A Q-learning algorithm is a model-free Reinforcement Learning solution able to find an action selection policy for MDP. 

Q-learning algorithms work with general Markov Decision Process (MDP) as described below. Under an MDP with fixed transition probabilities and rewards, the Bellman equation (Equation 1) gives the optimal policy:


Q(s, a) = R(s’) + γ max Q(s’, a’)——-(1)


Where Q(s,a) is the immediate reward R(s’) for making an action plus best utility Q for the resulting state Q(s’, a’). For each state and action pair Q(s, a), we initialize its value to zero, then observe the current state s by repeating the following step:

  • Pick an action and execute it
  • Receive immediate reward R
  • Observe new state s’
  • Update Q(s, a) with the equation above with the discounted reward γ.
  • Set s = s’

The Bellman equation plays an important role in Reinforcement Learning, it is widely applied during policy assessment. If the Q function can be correctly estimated, a better policy π(s)  will become the optimal policy and lead the actions according to Equation 2.


π(s) = arg max Q(s, a)——(2)


With the Q-learning approach, a few key values can be extracted, including the value for the state features, action, reward, and the next state features when it works together in simulation.

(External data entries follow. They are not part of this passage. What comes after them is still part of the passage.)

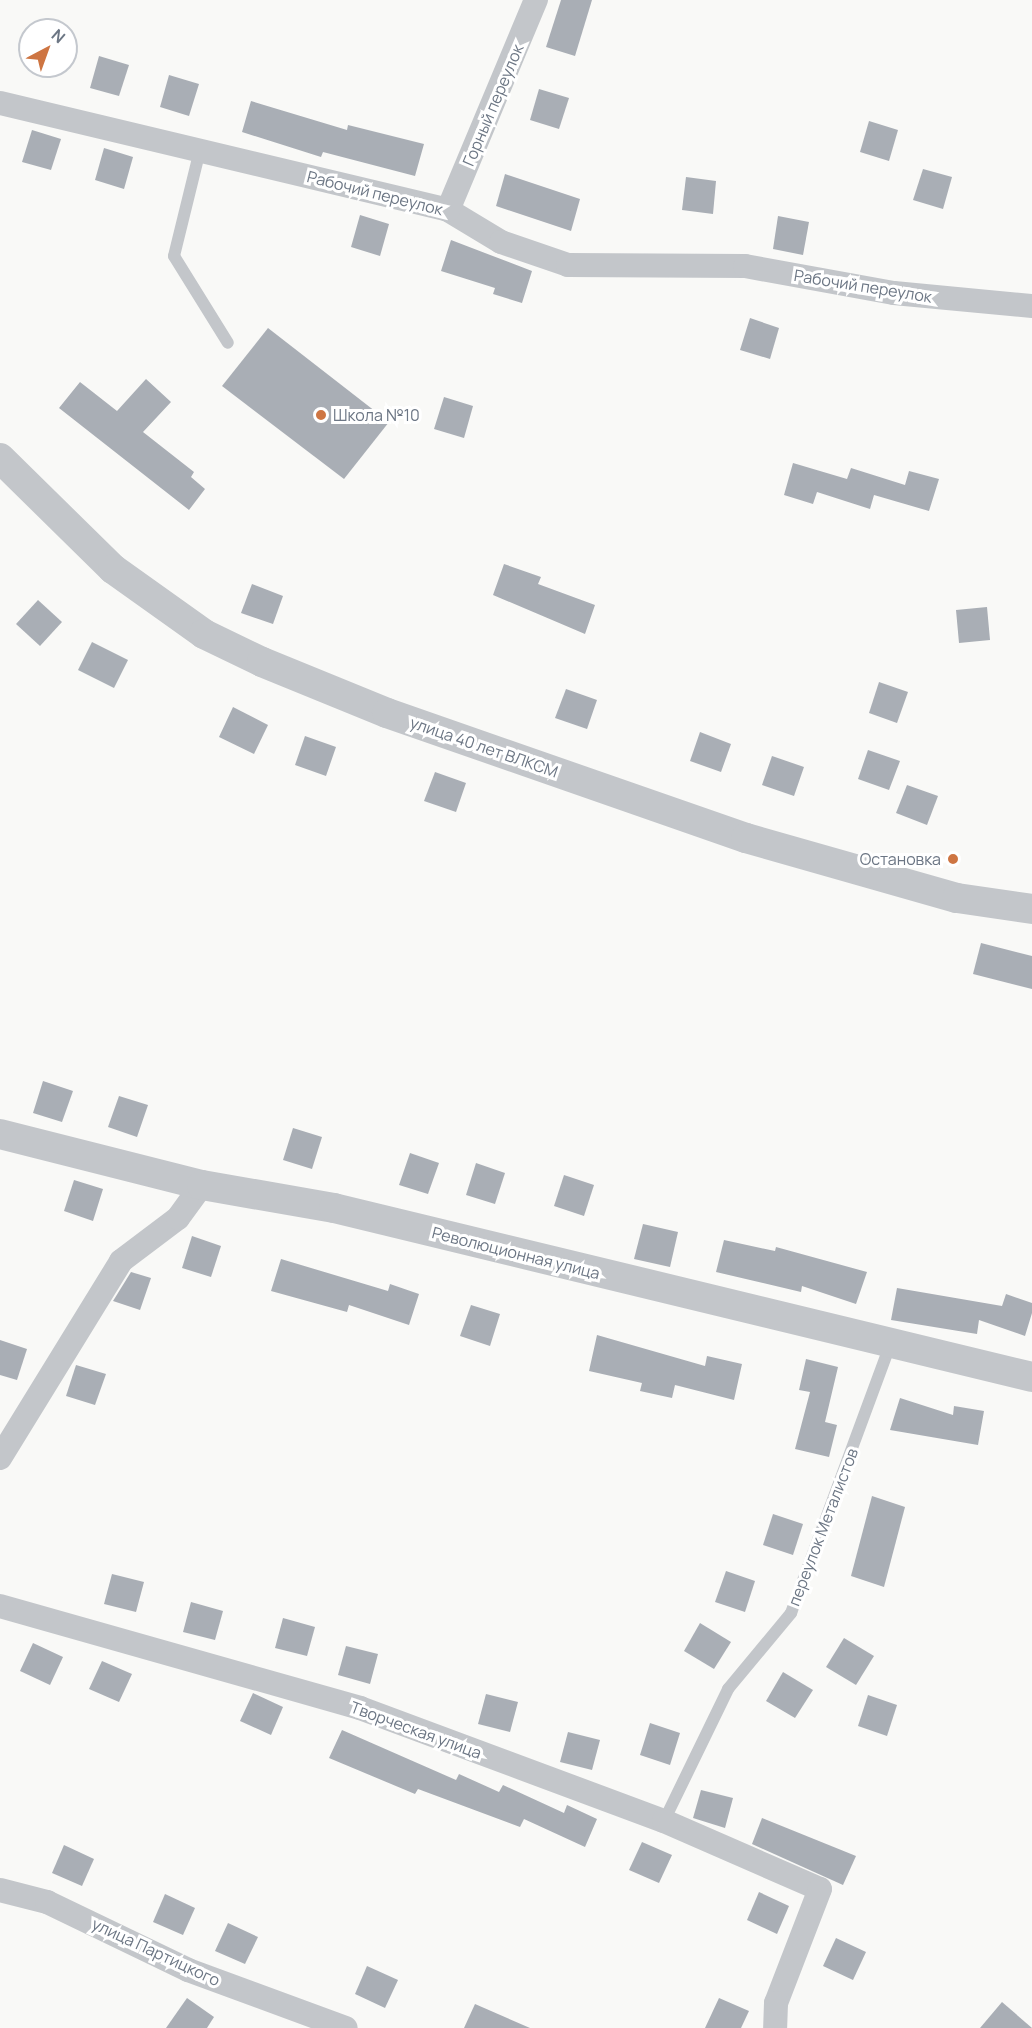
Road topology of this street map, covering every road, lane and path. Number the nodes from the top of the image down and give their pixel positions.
1 (536, 0) edge
2 (0, 103) edge
3 (200, 150) junction
4 (448, 210) junction
5 (1032, 306) edge
6 (228, 343) dead end
7 (0, 458) edge
8 (1032, 909) edge
9 (0, 1134) edge
10 (202, 1185) junction
11 (890, 1346) junction
12 (1032, 1377) edge
13 (0, 1458) edge
14 (0, 1606) edge
15 (664, 1821) junction
16 (0, 1890) edge
17 (346, 2028) edge
18 (776, 2028) edge

1 - 4 street, Горный переулок
2 - 3 street, Рабочий переулок
3 - 4 street, Рабочий переулок
3 - 6 lane
4 - 5 street, Рабочий переулок
7 - 8 street, улица 40 лет ВЛКСМ
9 - 10 street, Революционная улица
10 - 11 street, Революционная улица
10 - 13 street
11 - 12 street, Революционная улица
11 - 15 lane, переулок Металистов
14 - 15 street, Творческая улица
15 - 18 street, Творческая улица
16 - 17 street, улица Партицкого

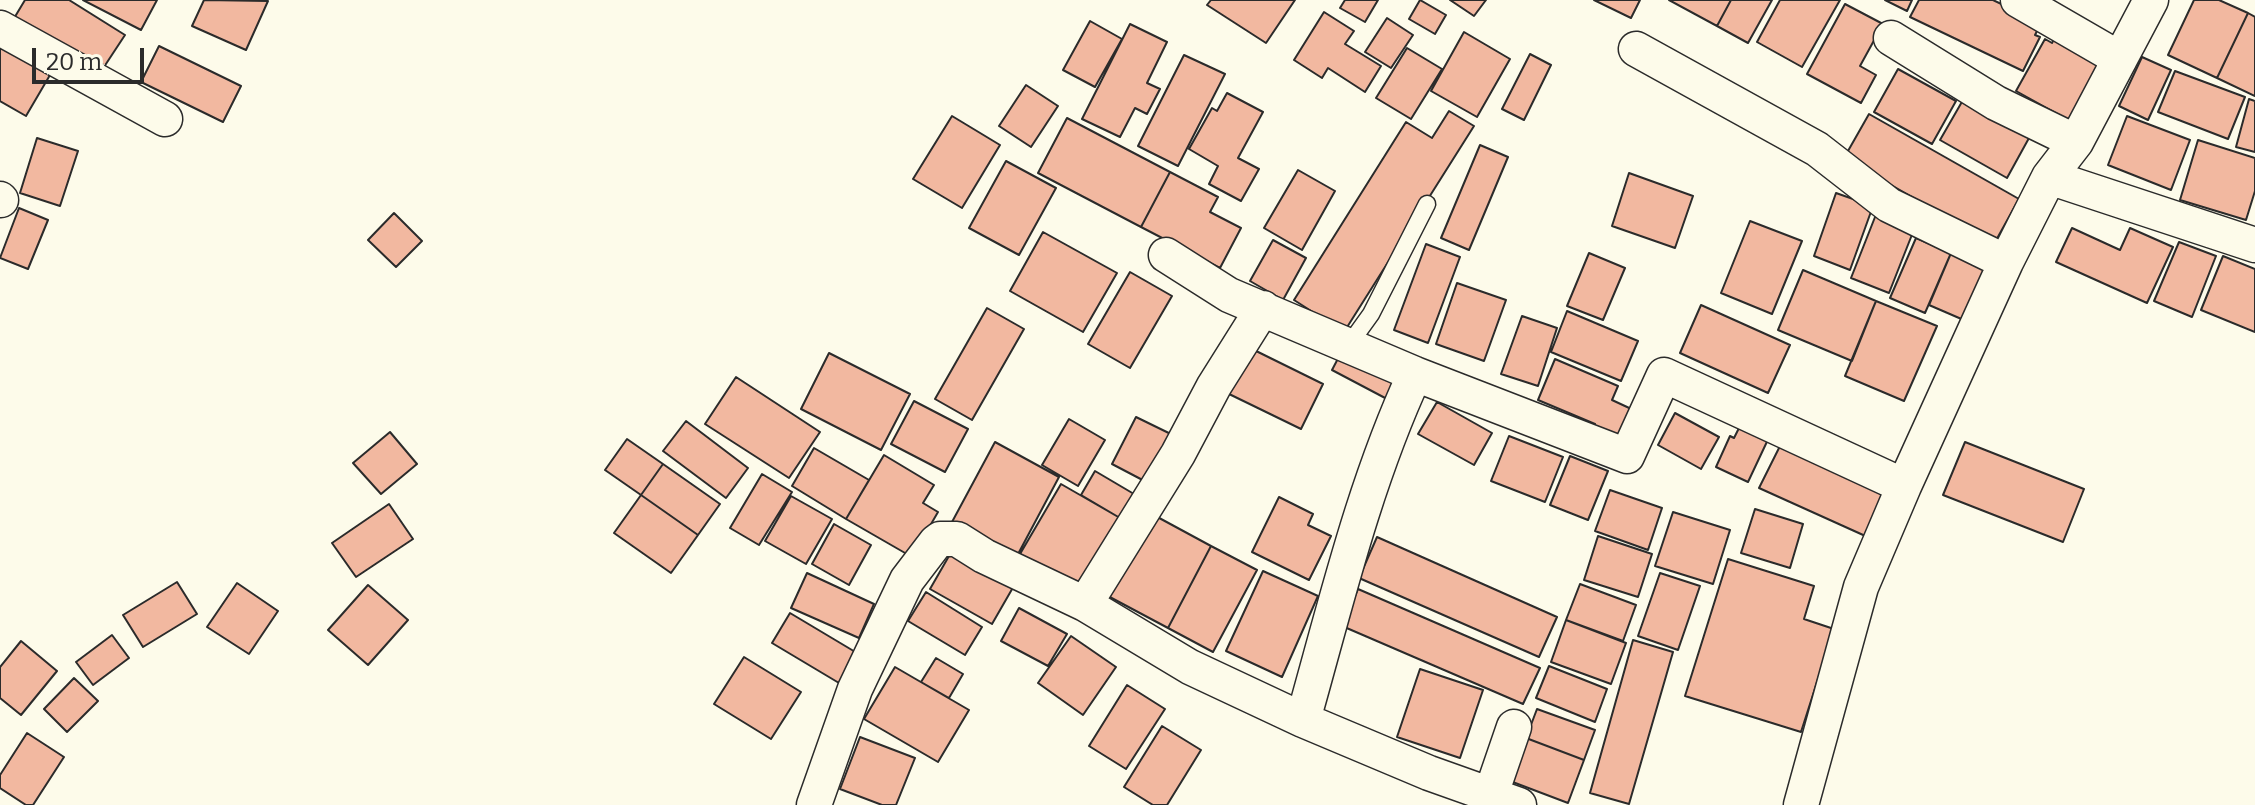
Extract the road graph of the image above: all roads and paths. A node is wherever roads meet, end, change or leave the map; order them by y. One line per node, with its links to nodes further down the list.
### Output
1 (13, 0): 4 (street)
2 (2018, 0): 7 (street)
3 (2151, 0): 7 (street)
4 (0, 26): 8 (street)
5 (1891, 38): 9 (street)
6 (1636, 49): 14 (street)
7 (2120, 59): 9 (street)
8 (165, 119)
9 (2076, 142): 10 (street)
10 (2049, 177): 12 (street); 14 (street)
11 (1427, 204): 16 (lane)
12 (2255, 245)
13 (1166, 255): 15 (street)
14 (2006, 262): 18 (street)
15 (1263, 308): 16 (street); 19 (street)
16 (1348, 346): 17 (street)
17 (1415, 374): 18 (street); 20 (street)
18 (1904, 486): 24 (street)
19 (1085, 604): 20 (street); 23 (street)
20 (1303, 720): 22 (street)
21 (1514, 727): 22 (street)
22 (1505, 799)
23 (814, 805)
24 (1801, 805)

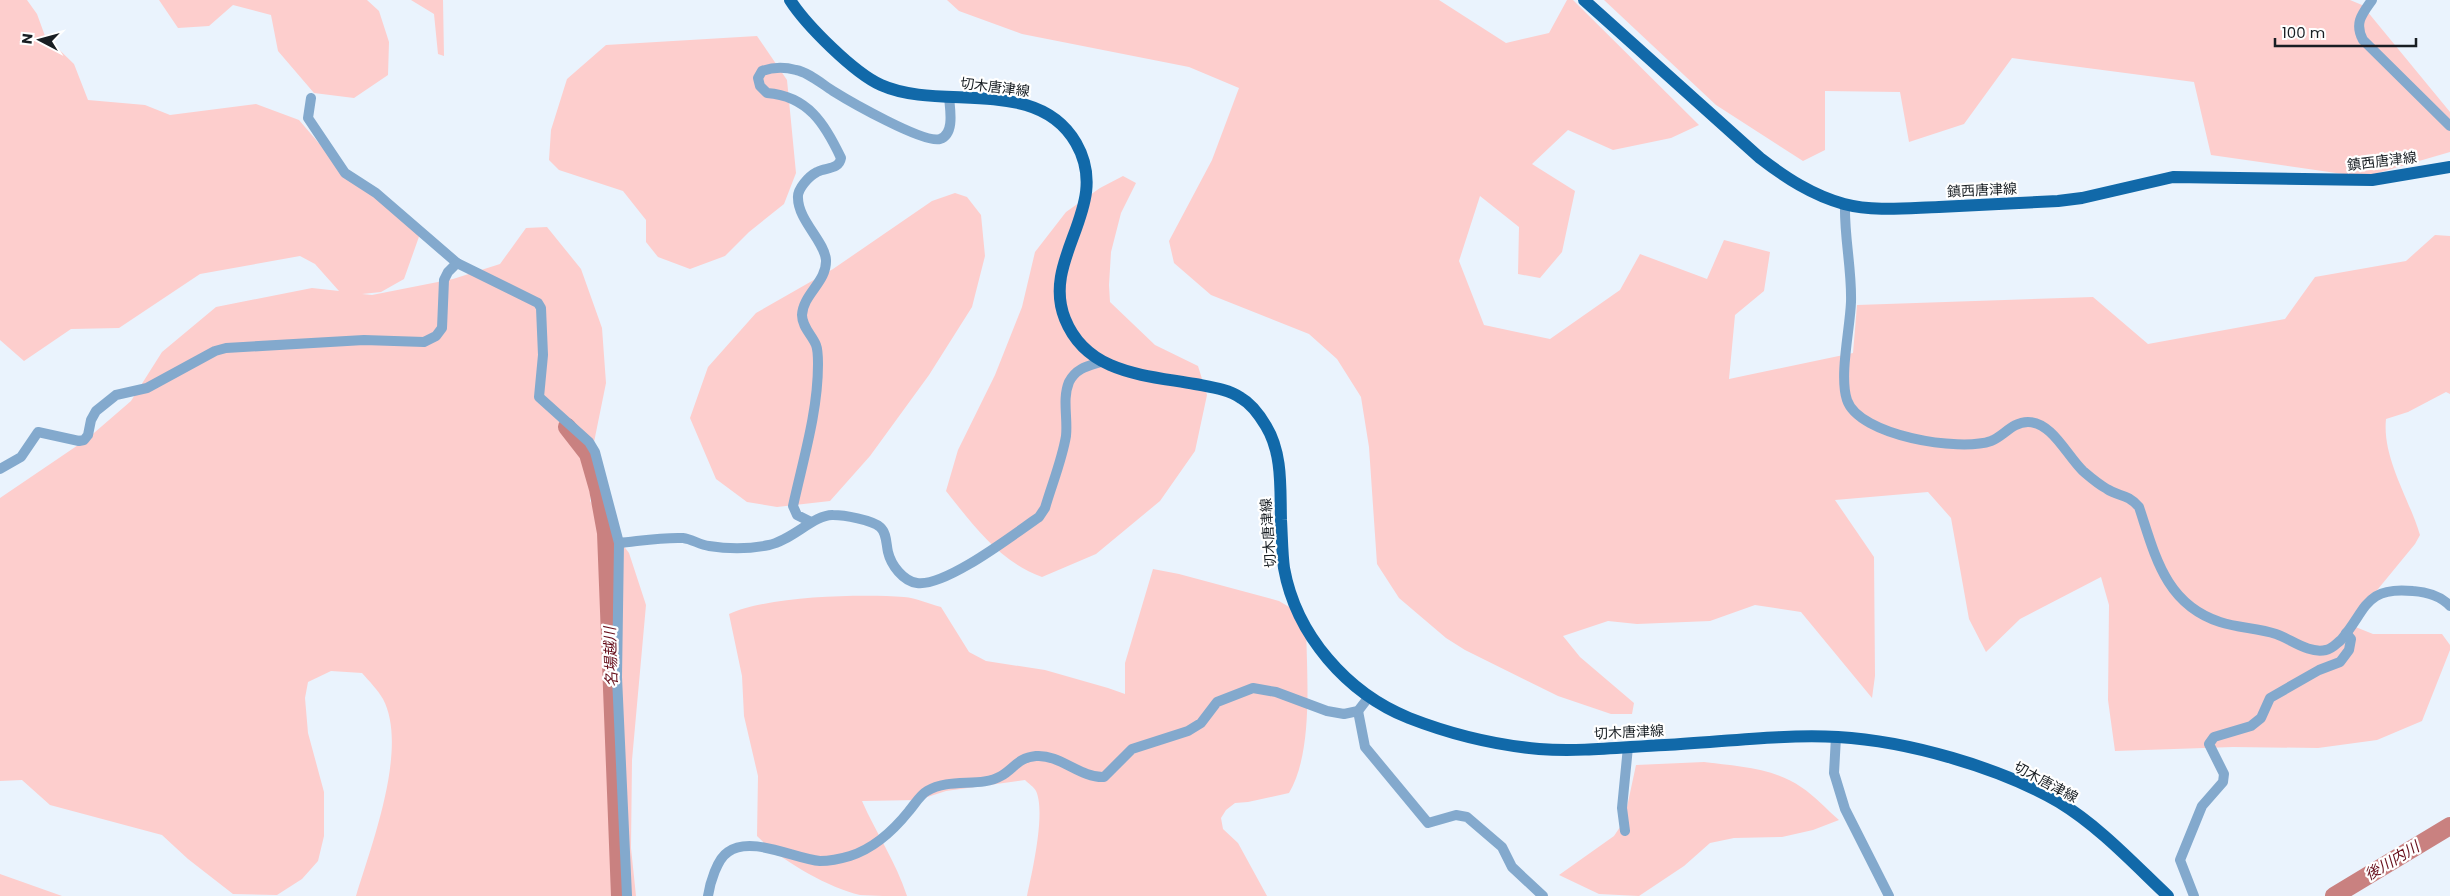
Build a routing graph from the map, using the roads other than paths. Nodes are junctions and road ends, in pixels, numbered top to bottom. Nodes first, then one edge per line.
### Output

The main objective function is to minimize the total travel time of every driver in an urban transportation network. Therefore, it could lead to reduced carbon dioxide emissions and decreased fossil fuel consumption. The reward of this approach is inherited from the objective function, which is to minimise the total travel time of the group of vehicles in the urban transportation network. The action, however, is rather simple; it only contains path selection. With a predetermined level of average wait times, the agent will choose which car to assign a designated path for group route optimisation. The state features are the properties that show the situation of the traffic. It has to reflect the busy level of the urban transportation network. In order to achieve this, a neural network might be applied to “read” the situation of the transportation network.

In conclusion, this article explores the current issues in modern urban transport networks and how Reinforcement Learning could be applied to urban traffic distribution. By combining reinforcement learning and a neural network, we could have the ability to determine the situation of the transport network and manage the traffic accordingly. Reinforcement Learning is a promising solution to this problem as it allows multiple opportunities to present itself and deliver the optimal route. Using several actions (in this case routing instructions) changes the state of the transport network, from which we can determine whether to reward or punish the algorithm with correct properties. This is good for dynamic control and is predominantly designed for the adaption of new conditions.